» What to work on
Extract from the listing each line in which the word "Gazi" appears.

+-------+

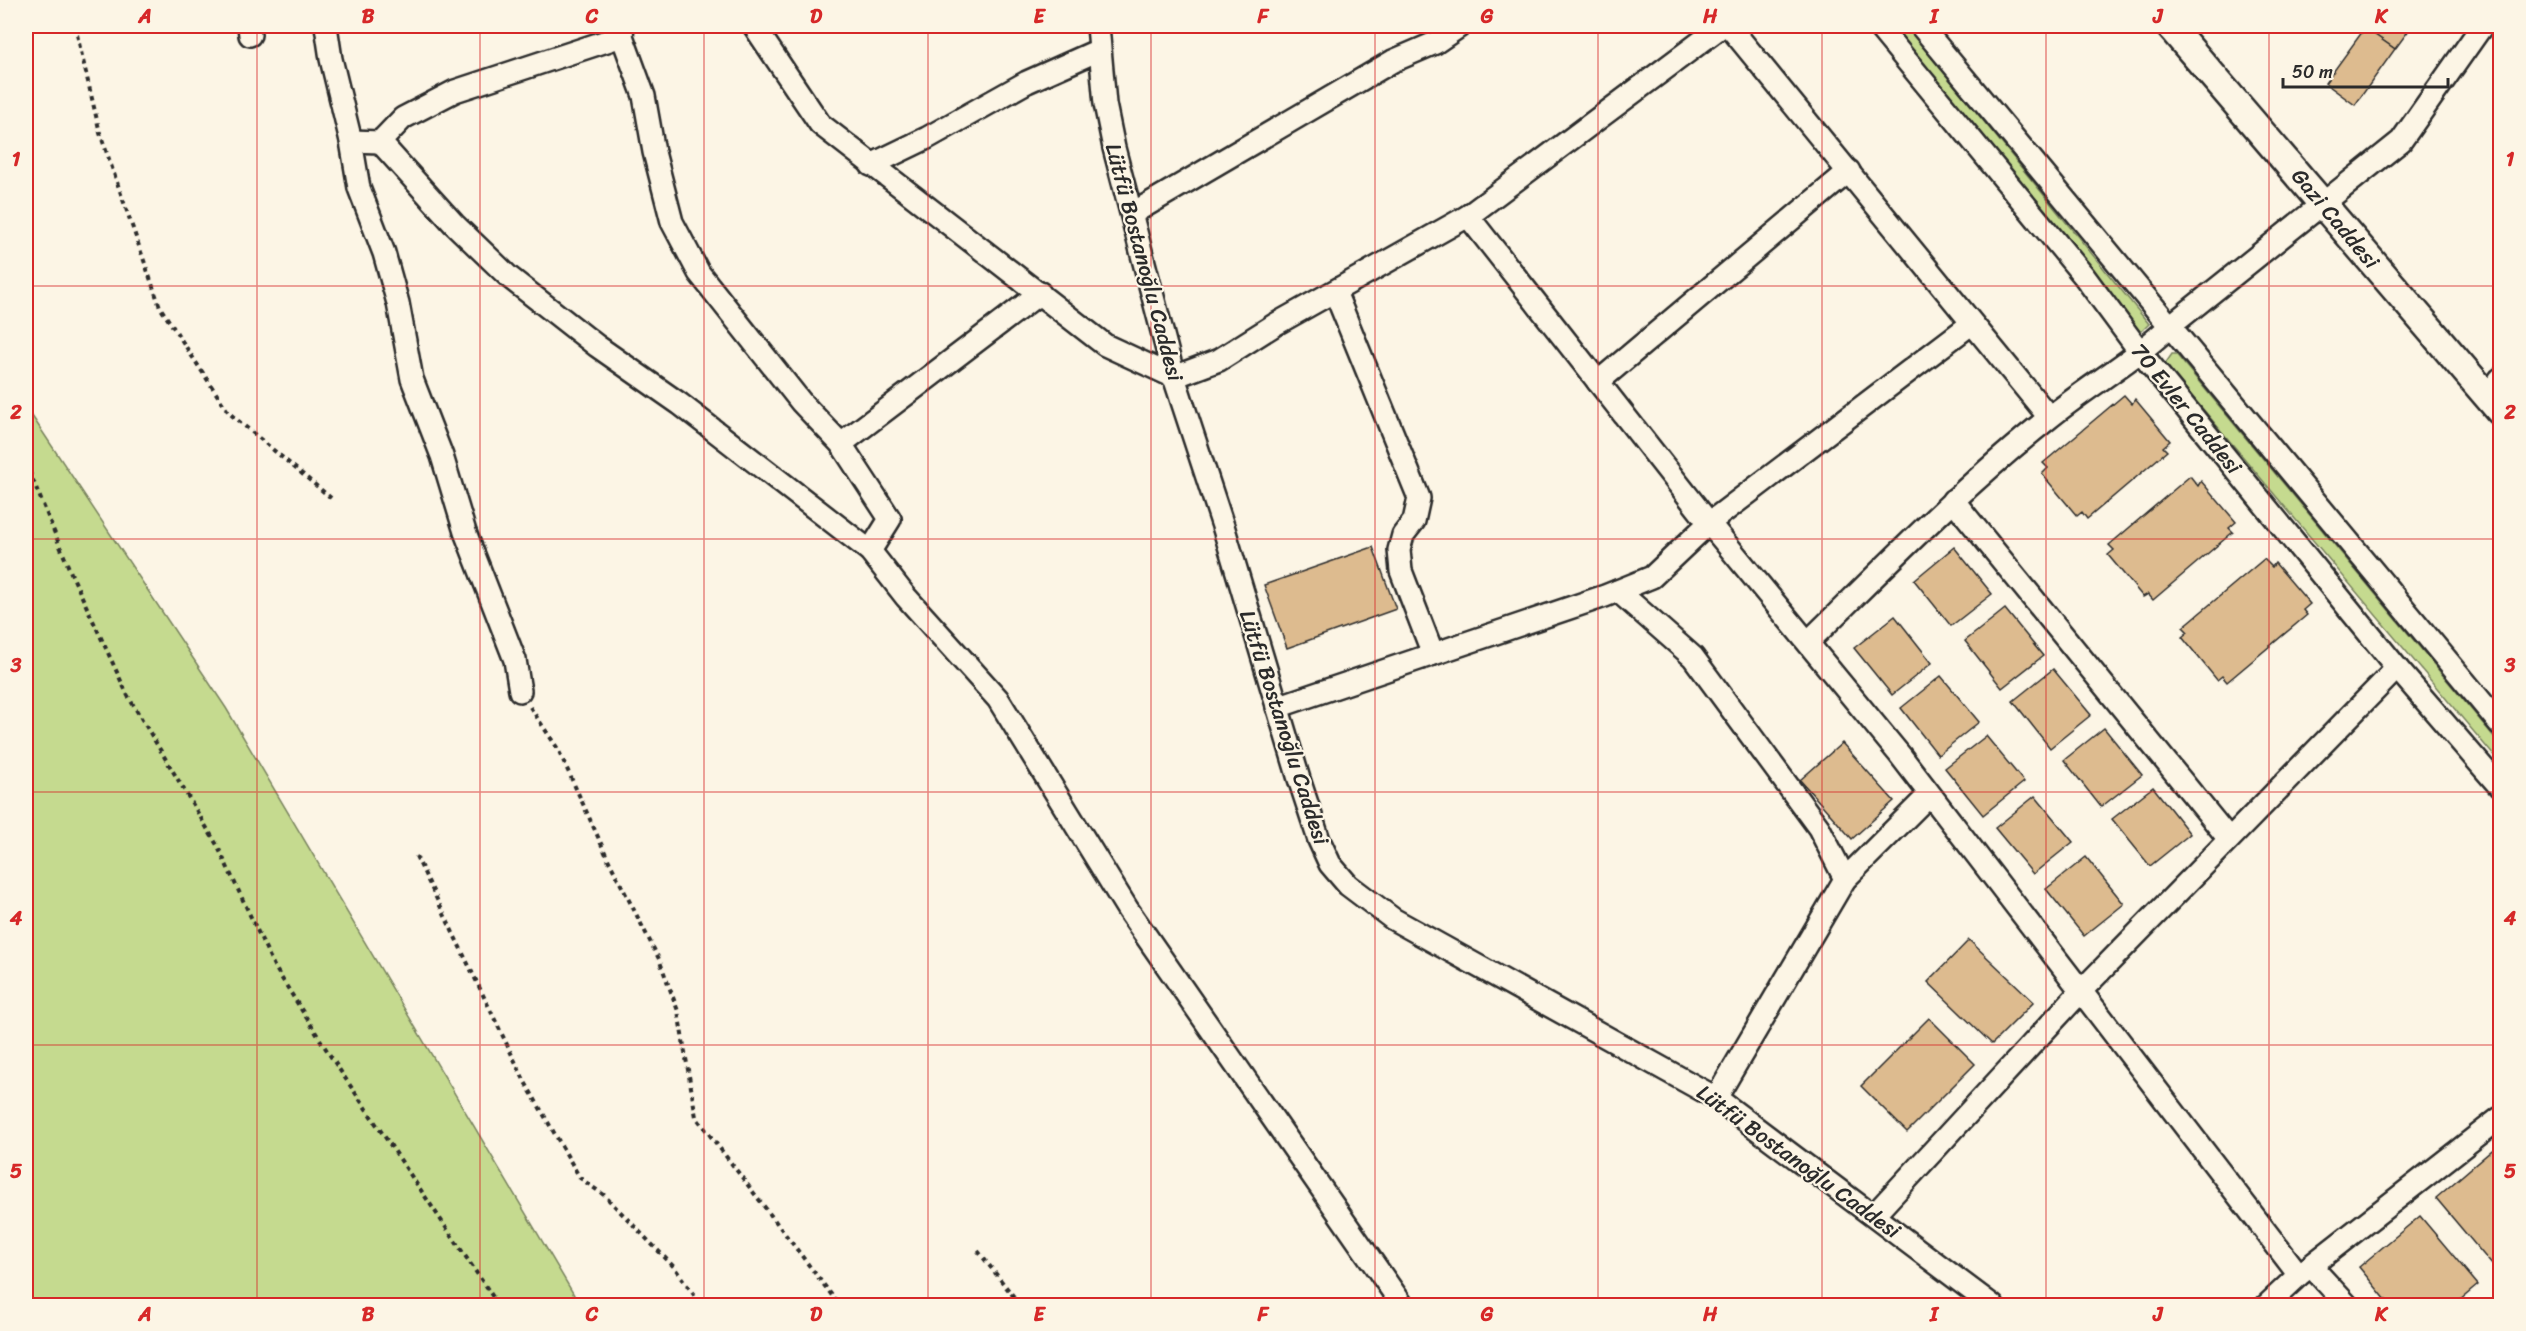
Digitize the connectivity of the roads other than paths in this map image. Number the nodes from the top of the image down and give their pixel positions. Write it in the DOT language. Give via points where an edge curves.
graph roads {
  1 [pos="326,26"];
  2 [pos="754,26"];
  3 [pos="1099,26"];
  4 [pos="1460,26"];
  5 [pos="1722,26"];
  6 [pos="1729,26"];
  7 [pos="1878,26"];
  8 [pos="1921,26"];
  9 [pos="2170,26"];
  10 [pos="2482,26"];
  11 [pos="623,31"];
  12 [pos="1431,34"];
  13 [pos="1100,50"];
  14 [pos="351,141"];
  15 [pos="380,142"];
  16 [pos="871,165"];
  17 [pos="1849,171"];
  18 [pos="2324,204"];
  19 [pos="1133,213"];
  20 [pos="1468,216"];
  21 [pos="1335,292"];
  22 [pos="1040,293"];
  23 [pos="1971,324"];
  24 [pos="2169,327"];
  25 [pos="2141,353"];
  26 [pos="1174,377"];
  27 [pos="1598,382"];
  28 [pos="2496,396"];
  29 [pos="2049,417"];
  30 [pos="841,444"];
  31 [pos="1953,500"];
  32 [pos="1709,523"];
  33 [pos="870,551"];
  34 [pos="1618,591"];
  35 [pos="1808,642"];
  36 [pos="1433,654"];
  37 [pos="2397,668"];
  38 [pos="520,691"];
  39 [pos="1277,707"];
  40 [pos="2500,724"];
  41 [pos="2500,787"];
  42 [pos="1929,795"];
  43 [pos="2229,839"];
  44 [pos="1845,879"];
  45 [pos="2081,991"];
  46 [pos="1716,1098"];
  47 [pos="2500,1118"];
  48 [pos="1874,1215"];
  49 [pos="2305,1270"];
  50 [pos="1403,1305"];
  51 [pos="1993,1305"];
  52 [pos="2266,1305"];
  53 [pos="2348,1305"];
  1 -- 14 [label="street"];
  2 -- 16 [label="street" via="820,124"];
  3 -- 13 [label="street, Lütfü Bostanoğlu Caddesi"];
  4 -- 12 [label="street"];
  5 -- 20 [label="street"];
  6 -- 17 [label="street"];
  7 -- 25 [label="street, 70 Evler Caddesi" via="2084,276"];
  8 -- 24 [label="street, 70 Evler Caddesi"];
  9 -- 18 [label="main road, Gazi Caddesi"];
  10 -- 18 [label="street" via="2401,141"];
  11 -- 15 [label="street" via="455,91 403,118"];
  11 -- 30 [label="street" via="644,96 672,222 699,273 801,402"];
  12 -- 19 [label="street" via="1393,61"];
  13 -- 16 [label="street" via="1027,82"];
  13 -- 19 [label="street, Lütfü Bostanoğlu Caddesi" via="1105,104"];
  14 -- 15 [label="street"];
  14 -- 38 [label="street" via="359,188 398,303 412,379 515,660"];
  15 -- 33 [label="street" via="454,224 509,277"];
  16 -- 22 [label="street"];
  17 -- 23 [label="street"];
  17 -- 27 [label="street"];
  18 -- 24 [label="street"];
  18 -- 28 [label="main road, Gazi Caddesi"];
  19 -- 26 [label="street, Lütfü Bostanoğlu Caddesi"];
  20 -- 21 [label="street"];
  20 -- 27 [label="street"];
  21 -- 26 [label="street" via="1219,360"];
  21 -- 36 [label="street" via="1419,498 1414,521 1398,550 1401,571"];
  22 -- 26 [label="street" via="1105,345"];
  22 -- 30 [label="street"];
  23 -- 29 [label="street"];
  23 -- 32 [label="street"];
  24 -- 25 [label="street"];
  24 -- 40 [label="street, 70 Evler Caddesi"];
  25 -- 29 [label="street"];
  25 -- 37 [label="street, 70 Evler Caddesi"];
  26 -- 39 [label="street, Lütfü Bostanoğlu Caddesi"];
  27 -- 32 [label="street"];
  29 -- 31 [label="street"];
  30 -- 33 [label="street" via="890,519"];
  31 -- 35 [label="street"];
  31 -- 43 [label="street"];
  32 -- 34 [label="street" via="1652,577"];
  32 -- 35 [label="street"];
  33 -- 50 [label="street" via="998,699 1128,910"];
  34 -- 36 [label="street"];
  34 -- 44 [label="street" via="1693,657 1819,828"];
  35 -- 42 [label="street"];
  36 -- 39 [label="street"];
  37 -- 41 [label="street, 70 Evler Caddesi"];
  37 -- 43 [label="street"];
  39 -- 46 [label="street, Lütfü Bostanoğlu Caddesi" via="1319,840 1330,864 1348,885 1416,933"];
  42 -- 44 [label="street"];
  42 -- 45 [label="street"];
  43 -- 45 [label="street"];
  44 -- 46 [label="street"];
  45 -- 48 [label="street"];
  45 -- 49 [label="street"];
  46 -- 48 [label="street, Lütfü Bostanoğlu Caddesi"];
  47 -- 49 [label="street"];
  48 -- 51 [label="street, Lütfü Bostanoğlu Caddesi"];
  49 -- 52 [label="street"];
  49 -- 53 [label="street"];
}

+-------+

» Output
  9 -- 18 [label="main road, Gazi Caddesi"];
  18 -- 28 [label="main road, Gazi Caddesi"];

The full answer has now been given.